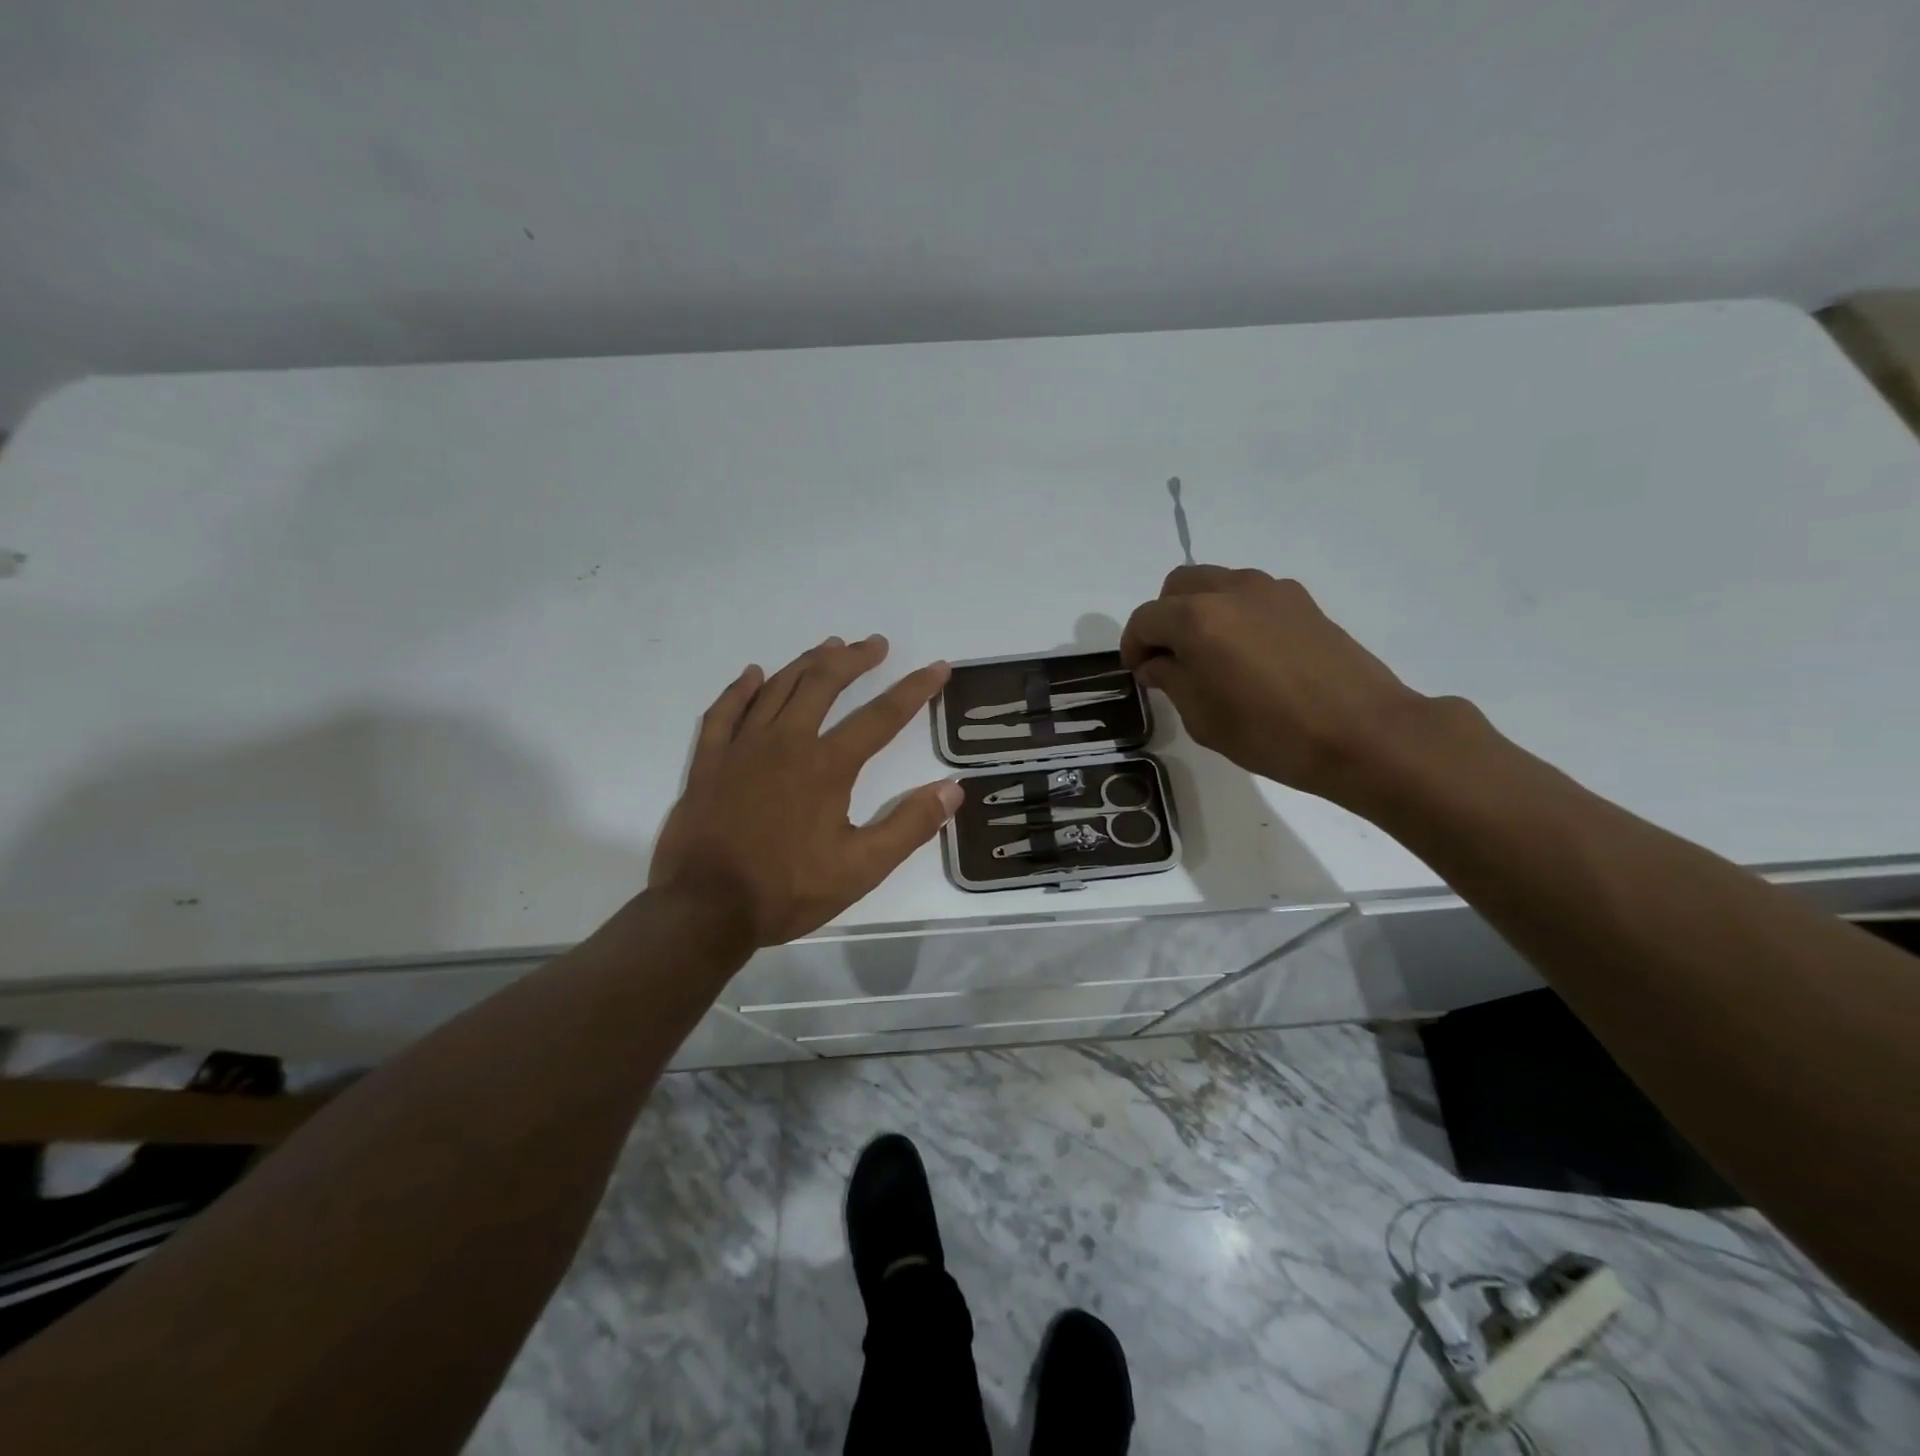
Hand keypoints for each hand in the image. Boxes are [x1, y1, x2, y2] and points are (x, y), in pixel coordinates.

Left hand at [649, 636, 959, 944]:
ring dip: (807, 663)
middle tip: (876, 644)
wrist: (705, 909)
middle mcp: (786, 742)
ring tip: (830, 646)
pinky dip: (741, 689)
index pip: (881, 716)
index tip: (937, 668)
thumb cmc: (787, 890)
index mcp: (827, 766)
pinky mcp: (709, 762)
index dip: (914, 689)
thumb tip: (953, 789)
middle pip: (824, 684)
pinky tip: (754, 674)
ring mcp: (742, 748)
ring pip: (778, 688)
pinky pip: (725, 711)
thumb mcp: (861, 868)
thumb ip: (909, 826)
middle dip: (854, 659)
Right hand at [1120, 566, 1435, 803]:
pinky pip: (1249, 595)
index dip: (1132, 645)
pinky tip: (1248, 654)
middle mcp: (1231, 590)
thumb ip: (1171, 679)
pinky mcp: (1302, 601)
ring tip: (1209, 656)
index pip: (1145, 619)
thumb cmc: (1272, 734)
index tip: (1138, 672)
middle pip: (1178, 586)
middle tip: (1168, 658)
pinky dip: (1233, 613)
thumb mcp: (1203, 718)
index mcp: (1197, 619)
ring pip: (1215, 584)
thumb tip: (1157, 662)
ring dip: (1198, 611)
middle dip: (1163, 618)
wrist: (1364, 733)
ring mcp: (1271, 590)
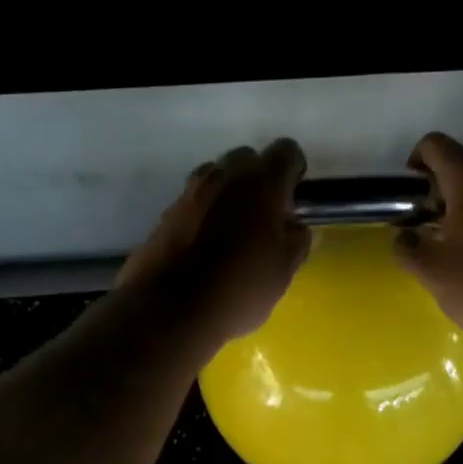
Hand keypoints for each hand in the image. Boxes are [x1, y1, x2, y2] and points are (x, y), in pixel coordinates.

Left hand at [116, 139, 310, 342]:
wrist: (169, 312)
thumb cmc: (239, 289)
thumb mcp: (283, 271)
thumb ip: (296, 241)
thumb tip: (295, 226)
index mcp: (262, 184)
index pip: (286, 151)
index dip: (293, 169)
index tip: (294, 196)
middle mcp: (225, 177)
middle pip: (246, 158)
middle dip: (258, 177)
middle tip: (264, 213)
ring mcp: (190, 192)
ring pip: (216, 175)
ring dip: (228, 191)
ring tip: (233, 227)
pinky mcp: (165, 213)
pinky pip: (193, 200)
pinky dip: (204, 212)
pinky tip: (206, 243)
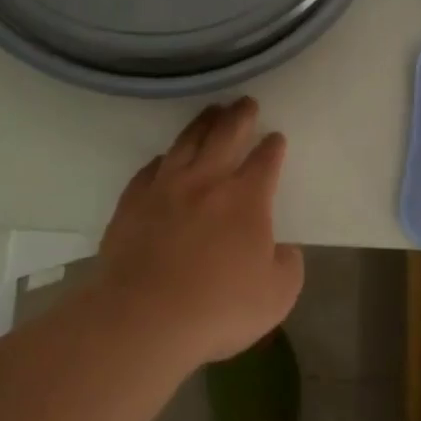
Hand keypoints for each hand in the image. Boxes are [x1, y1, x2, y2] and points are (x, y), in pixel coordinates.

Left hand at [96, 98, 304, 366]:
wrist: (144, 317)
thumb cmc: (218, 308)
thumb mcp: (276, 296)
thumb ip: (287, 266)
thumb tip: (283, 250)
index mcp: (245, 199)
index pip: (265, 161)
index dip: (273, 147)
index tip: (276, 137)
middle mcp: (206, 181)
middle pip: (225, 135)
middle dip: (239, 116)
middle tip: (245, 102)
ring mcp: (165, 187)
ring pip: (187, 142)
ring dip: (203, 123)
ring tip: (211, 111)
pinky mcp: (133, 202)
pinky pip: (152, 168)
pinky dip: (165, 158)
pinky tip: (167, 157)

----

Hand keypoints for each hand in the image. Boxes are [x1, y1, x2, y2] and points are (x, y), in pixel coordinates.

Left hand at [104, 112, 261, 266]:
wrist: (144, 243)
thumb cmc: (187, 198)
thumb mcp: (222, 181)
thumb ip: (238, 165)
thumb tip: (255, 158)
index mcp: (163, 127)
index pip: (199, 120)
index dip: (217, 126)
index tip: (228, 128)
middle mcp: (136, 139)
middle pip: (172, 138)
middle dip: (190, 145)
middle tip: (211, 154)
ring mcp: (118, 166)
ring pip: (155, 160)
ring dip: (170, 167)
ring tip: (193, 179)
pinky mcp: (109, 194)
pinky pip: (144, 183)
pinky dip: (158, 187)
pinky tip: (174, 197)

----

§ TASK TO CARRY OUT
Within the listing above, copy exactly the lines that start at the one with "thumb cmc: (1272, 734)" and continue through the one with "pinky tip: (206, 243)". Omit pictures.

§ WRITTEN ANSWER
thumb cmc: (1272, 734)
index tip: (1138, 672)
middle pip: (1178, 586)
middle tip: (1168, 658)
pinky dip: (1233, 613)
thumb mcp: (1203, 718)
index mcp: (1197, 619)
ring pip: (1215, 584)
thumb tip: (1157, 662)
ring dip: (1198, 611)
middle dip: (1163, 618)
wrist: (1364, 733)
ring mcp: (1271, 590)
Hand keypoints for each hand in the image. Boxes are [x1, y1, x2, y2] and points are (x, y), in pixel coordinates.

Left hand at [116, 139, 310, 342]:
wrist: (169, 312)
thumb cmc: (239, 289)
thumb mcp: (283, 271)
thumb ip: (296, 241)
thumb tip: (295, 226)
index mcp: (262, 184)
index pip: (286, 151)
index dip: (293, 169)
index tip: (294, 196)
middle mcp: (225, 177)
middle pip: (246, 158)
middle dip: (258, 177)
middle tip: (264, 213)
ring mcp: (190, 192)
ring pip: (216, 175)
ring dip: (228, 191)
ring tip: (233, 227)
pinky mcp: (165, 213)
pinky pip: (193, 200)
pinky dip: (204, 212)
pinky tip: (206, 243)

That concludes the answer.